# Mt Glorious



## slacker (Sep 29, 2008)

Made another short night trip up to Mt Glorious last night. Just after I suggested we turn around and head home because we'd found nothing, we came across this little critter halfway across the road, about to become DoR.

Some kind citizen halted on-coming traffic and relocated it a short distance off road where I took this photo.







Theres a particular pond up on the way which is rife with frogs. The noise is deafening and often the hard part is trying to track down one individual by isolating its call from the rest.

We found these, which I'm unsure of. Both sounded like tyleri, but they sounded slightly different to each other. They're both of a slightly different shape, and the eyes are a little different. If I'd seen them on separate occasions I would have thought both were _Litoria tyleri_. Now I'm not sure. Any ideas?











_Litoria fallax_ were also abundant, as usual. 'The pond' was like a giant frog orgy.






No doubt we'll be making more trips up to Glorious given its relatively close proximity, so I might just keep adding to this thread as we make more trips and photograph more animals.


----------



## shane14 (Sep 29, 2008)

_"Litoria fallax_ were also abundant, as usual. 'The pond' was like a giant frog orgy."

lol nice joke there


----------



## froggyboy86 (Sep 29, 2008)

Nice photos, is the first one a Pyogopus?

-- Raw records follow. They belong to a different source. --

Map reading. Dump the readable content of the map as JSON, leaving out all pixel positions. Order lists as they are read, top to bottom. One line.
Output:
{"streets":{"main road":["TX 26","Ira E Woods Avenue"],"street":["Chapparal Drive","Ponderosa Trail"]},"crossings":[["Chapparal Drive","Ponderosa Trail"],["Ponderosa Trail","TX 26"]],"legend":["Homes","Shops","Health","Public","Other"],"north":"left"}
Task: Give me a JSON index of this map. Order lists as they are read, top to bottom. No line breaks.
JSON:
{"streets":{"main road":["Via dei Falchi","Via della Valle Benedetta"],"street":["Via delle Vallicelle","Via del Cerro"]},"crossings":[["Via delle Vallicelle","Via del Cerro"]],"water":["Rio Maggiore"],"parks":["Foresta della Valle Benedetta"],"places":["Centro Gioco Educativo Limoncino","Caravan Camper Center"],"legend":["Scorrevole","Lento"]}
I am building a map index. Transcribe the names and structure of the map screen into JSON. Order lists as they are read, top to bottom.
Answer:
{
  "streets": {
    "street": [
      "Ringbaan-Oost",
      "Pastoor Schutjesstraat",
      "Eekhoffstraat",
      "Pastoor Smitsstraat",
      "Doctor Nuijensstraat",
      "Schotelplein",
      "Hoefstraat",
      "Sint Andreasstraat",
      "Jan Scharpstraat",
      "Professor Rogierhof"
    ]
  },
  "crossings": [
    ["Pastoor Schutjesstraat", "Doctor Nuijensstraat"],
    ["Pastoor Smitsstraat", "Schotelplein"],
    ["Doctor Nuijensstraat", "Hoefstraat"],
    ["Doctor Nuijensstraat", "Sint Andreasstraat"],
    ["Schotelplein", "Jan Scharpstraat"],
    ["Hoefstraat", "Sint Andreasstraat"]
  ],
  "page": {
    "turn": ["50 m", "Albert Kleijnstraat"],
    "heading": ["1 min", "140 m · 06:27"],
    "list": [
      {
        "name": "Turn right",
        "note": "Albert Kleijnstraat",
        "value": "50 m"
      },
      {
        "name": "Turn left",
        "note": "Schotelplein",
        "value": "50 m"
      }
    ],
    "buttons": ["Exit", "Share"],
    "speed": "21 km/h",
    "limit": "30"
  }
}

I think your first frog is a L. peroni and the second is L. tyleri. L. tyleri generall has a more plain dorsal surface compared to L. peroni. Also the first frog has a dark stripe over the tympanum which is a characteristic of L. peroni and absent in L. tyleri. Mount Glorious seems like a great place for herps, shame there are no Taudactylus there any more! 

Aaron


----------



## slacker (Sep 29, 2008)

Thanks Aaron 

Yes, the first one is _Pygopus lepidopodus_. Sorry, I should have posted that to begin with.

Thanks for the assistance with the frogs. Interestingly, from what I've heard of a peronii calling, they sound different to tyleri. I was also under the impression that a golden iris is a distinguishing feature between the two (present on tyleri) in addition to yellow in the armpits. Having not seen the armpits I was going entirely off the call (which sounded more like tyleri) and the iris colour.


----------



## mattmc (Sep 29, 2008)

Love the Pygopus Aspi....Great shots. I think i might go up round chrissy for a bit of a herp round there...going to the sunshine coast in search for the SOuthern Gastric Brooding Frogs  and might get dad to make a detour on the way


----------



## ryanharvey1993 (Sep 29, 2008)

man that scaly foot is mad! nice pics aswell


----------



## aliveandkicking (Sep 29, 2008)

Yeah, its (first frog) a Peron's treefrog


----------



## slacker (Sep 29, 2008)

Thanks everyone


----------



## blackthorn (Sep 29, 2008)

Here's a few photos I took on the same trip.

Limnodynastes peronii





Litoria tyleri





Litoria peronii - really not a great shot at all, I didn't even realise it was more than one frog until I zoomed in on it.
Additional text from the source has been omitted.